I yield to CK on why, but I think you are in a precarious situation. And I don't doubt that your eventing coach is higher up the scale than mine. However, I see you on a pivot point and so do the others. That's not a firm place as any small amount of weight will cause you to tip.

It maybe as CanterKlutz and the others say that the remedy is work without irons, etc to strengthen the core. 

And the Europeans jump differently than the Americans, according to my instructor. Watching the Olympic jumping video posted here on this forum by Jake and Dai was an eye opener for me. Many of those Olympic athletes violated many safety rules for jumping that I have been taught.

And as an old lady, I value safety. As I said, you are a better jumper than I and I wish you the best of luck.


----------



## Artemis (Apr 27, 2010)

onuilmar - elan hetkel veel siiski Taanis =)

By no means did I try to turn over anything anyone said here. Since it has been long time (a month) when i had a second pair of good eyes on me while I'm jumping I decided to get a bit help from here 
I will be doing more strengthening work beside the jumping from now on. And also try to work on my heel position.
I'm the kind of rider who always questions everything and everyone since I want to know why, how and when so i could make the best out of all the advice and instructions given. So when my coach says to do something I always want to know why and how will it help me =) That's why I'm asking a bit more here =)

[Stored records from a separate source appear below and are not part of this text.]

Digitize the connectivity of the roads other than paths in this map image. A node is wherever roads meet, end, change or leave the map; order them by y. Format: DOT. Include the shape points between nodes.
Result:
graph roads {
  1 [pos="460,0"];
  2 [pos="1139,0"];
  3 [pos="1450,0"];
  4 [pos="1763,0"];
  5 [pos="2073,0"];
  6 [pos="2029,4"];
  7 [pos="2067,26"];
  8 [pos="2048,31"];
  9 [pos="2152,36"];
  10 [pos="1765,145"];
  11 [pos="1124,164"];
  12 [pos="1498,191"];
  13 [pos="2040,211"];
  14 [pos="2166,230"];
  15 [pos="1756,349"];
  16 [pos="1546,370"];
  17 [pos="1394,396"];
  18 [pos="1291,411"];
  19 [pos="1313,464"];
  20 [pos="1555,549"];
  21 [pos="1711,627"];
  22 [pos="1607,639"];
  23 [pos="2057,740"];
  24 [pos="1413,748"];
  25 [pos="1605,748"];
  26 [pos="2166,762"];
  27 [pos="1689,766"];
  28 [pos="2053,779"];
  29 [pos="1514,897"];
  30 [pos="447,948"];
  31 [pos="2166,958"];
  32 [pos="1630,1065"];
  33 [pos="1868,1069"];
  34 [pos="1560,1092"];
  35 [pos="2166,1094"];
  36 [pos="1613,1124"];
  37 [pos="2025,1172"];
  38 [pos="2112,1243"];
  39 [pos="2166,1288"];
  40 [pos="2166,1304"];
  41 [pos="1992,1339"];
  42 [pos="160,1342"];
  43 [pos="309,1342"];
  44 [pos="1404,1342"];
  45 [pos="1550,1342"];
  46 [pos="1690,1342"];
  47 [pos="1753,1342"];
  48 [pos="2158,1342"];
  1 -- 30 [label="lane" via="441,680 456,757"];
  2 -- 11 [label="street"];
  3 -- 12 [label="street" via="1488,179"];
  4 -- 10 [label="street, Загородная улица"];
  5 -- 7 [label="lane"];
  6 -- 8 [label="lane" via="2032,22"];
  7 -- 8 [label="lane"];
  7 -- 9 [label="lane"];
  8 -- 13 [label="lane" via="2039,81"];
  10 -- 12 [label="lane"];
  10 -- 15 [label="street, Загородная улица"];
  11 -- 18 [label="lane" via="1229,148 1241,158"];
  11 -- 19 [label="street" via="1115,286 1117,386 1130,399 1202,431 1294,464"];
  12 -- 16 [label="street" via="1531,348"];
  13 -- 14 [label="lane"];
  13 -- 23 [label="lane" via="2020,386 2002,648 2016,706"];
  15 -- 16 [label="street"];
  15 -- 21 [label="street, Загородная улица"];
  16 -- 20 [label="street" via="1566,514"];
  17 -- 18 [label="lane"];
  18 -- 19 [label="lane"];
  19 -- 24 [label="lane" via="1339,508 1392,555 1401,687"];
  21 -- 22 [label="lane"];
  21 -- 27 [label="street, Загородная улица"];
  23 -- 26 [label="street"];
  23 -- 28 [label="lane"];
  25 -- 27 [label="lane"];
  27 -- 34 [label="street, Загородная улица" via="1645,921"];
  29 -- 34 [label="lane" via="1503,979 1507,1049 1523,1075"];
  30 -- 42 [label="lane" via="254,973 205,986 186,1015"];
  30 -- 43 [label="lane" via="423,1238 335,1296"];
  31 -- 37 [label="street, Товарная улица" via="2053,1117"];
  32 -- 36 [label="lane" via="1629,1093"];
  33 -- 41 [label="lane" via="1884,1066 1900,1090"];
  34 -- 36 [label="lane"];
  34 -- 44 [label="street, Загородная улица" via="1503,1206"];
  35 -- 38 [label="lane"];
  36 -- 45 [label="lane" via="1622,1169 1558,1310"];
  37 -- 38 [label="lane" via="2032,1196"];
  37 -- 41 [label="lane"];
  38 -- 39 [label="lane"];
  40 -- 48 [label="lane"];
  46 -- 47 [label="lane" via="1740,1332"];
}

Canterklutz- how low is low for me? I don't jump these height every training. Most of the trainings I will stay around 2-3' and do lot of detailed work (gymnastics, turns and so on). Would that still be ok? And I can tell it would be impossible to jump either of the horses without supporting them the whole way. The bay is easier but she gets easily distracted by everything else around her. And i will add some of that to me rehab. exercise list as well thank you =)


----------



## MyBoyPuck (Mar 27, 2009)

On the second horse especially, your back is roached and you have no contact from the knee down. If you stand straight up in the tack, let all your weight sink into your heels, and then almost sit down in the saddle, that's where you body should be when jumping. You obviously can jump the jumps, but the form is lacking. Stronger core for flatter back, open your upper body, redistribute your lower leg so you're not pinching with your knee. I think at your experience level, this could all be fixed quickly. Love the horses.


----------



## JustDressageIt (Oct 4, 2007)

Subscribing to reply later. 

Biggest issue for me is that you're pinching with your knees and have no base of support; everything else stems from that.
_Posted via Mobile Device_


----------



## Nikkibella (Mar 10, 2012)

Drop your weight in your heels more , definitely give more release over the jump and landing and stick out your booty and drop your chest on his neck a little more but remember to keep your eye up when you drop your chest . Good luck !
_Posted via Mobile Device_


----------



## IrishEventer (May 14, 2013)

I've noticed your leg has slipped back A LOT. Try keeping your heels down and squeezing you calves ''around'' the horse. Which means tighten your calves into the side of the horse a few strides before the jump to keep your horse going onward towards the jumps and it helps you balance going over the jump.


----------